Limb landmark coordinates:
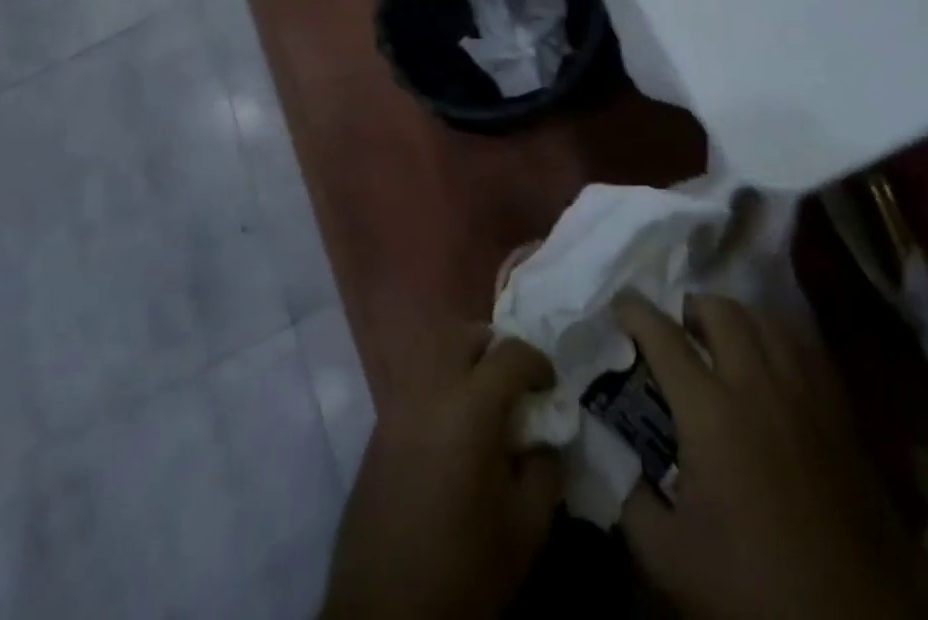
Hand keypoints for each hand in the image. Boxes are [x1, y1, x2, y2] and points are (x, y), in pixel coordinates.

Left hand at [322, 327, 560, 619]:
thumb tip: (547, 439)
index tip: (549, 388)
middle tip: (512, 382)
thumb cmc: (462, 573)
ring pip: (433, 351)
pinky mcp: (377, 428)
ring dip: (462, 360)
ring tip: (482, 400)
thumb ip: (545, 471)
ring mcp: (397, 405)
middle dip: (494, 347)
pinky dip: (438, 385)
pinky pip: (414, 382)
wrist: (383, 618)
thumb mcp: (525, 532)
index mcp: (469, 407)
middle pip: (464, 335)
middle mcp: (429, 390)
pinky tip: (450, 427)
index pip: (511, 353)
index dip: (538, 363)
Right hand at [615, 292, 927, 619]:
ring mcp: (804, 395)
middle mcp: (756, 384)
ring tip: (725, 340)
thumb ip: (631, 500)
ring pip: (768, 320)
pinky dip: (780, 341)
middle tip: (678, 328)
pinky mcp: (840, 415)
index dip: (636, 312)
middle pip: (722, 311)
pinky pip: (806, 350)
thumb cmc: (754, 590)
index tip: (620, 304)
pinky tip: (773, 365)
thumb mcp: (669, 558)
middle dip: (692, 308)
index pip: (663, 337)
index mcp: (709, 411)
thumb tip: (616, 459)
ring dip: (738, 318)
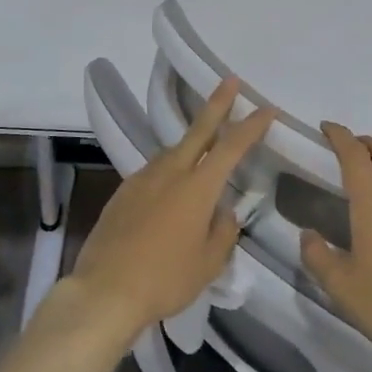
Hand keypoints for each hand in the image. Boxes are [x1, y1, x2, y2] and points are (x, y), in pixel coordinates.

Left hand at [60, 78, 276, 346]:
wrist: (105, 290)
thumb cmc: (165, 279)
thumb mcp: (208, 264)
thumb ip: (222, 232)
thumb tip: (224, 213)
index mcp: (197, 188)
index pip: (231, 148)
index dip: (251, 126)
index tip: (266, 109)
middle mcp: (170, 173)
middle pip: (198, 131)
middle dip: (217, 104)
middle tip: (229, 81)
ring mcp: (142, 179)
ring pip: (173, 151)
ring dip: (191, 143)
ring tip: (204, 146)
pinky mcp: (122, 192)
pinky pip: (153, 171)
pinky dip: (169, 169)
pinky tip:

EXERCISE REQUIREMENTS: Out of the records above, pull each line containing the word "hand".

OUTPUT OF THE EXERCISE:
Hand keypoints for each hand in the image. Boxes are [x1, y1, x2, y2] and points are (x, y), in pixel coordinates.
Left hand at [322, 327, 560, 619]:
Right hand at [615, 292, 927, 619]:
Hand keypoints for each hand in the image. Boxes are [x1, y1, x2, y2] and points are (x, y), in pixel coordinates.
Left hand at [60, 78, 276, 346]:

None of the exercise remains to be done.